* **Input data**:
□ □ □

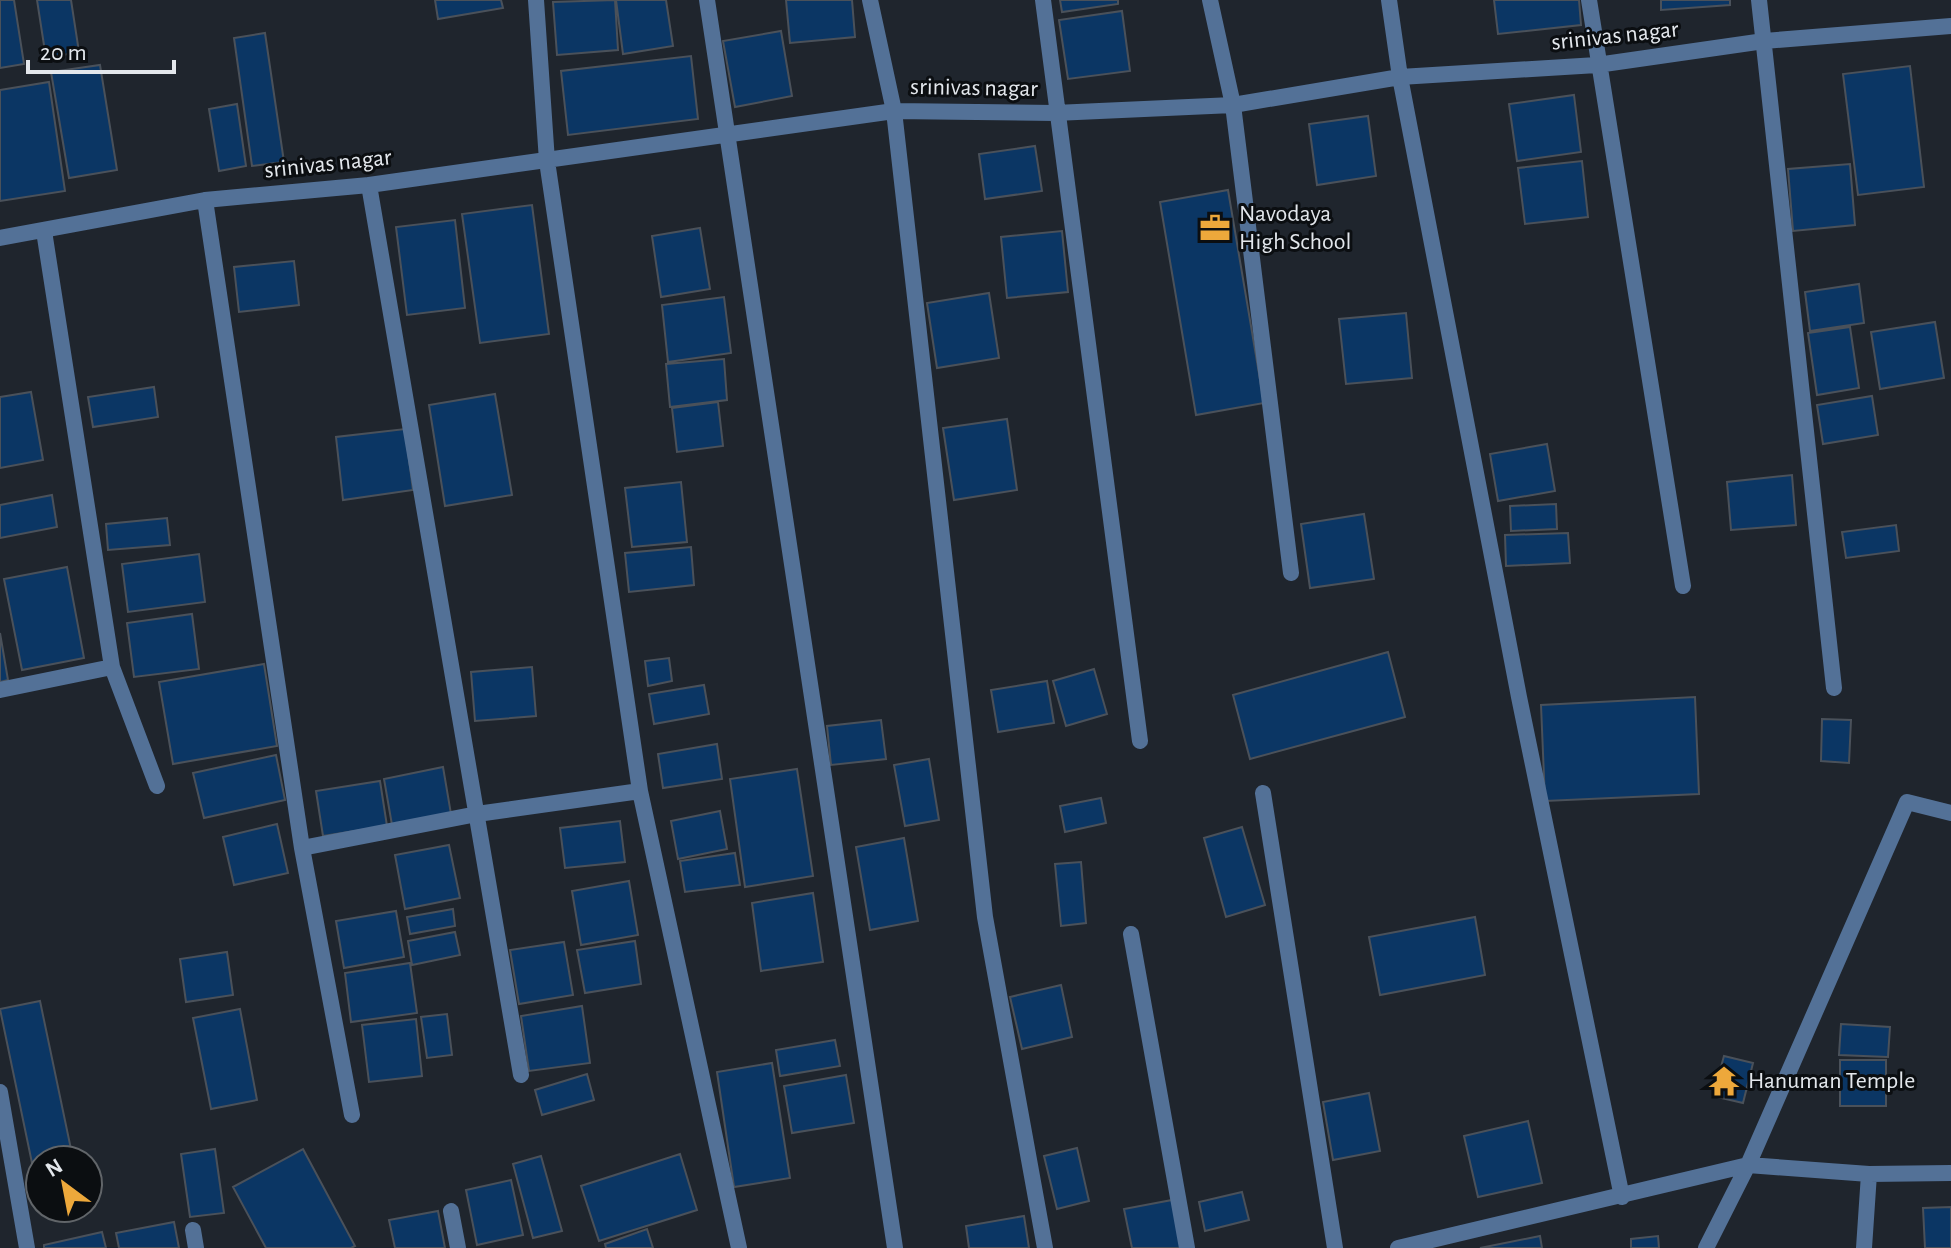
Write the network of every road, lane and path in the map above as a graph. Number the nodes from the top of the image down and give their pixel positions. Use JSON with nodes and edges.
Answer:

□ □ □

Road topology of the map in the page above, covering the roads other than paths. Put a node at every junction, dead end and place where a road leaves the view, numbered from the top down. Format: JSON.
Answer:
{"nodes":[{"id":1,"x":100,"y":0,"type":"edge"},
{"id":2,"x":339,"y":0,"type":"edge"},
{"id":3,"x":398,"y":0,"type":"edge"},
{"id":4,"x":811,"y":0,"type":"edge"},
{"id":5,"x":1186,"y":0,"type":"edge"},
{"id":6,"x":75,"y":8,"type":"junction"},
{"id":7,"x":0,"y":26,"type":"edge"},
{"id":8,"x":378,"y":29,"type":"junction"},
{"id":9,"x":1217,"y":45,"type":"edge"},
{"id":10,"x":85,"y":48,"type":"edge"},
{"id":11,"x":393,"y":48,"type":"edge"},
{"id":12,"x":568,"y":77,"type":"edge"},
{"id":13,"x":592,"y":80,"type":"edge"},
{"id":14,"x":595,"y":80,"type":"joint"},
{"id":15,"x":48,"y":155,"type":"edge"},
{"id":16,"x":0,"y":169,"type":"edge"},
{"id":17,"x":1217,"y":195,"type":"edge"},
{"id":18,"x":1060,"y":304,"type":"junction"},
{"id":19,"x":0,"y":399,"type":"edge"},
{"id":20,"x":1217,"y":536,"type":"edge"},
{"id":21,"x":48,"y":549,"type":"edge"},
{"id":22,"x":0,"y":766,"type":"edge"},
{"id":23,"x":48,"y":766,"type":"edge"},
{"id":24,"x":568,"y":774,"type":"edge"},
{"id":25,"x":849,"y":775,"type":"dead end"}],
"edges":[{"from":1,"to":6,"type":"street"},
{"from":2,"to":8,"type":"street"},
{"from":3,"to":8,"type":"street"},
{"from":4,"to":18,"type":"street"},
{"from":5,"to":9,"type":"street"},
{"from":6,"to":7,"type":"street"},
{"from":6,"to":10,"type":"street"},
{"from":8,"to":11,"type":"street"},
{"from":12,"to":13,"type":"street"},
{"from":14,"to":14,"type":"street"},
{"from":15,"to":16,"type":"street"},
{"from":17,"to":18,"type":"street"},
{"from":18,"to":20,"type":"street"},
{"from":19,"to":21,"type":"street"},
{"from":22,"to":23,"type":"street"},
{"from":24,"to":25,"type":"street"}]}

□ □ □

Look through the entries. Copy out each line with "every" in it.

* **Answer to the exercise**:
Write the network of every road, lane and path in the map above as a graph. Number the nodes from the top of the image down and give their pixel positions. Use JSON with nodes and edges.
Road topology of the map in the page above, covering the roads other than paths. Put a node at every junction, dead end and place where a road leaves the view, numbered from the top down. Format: JSON.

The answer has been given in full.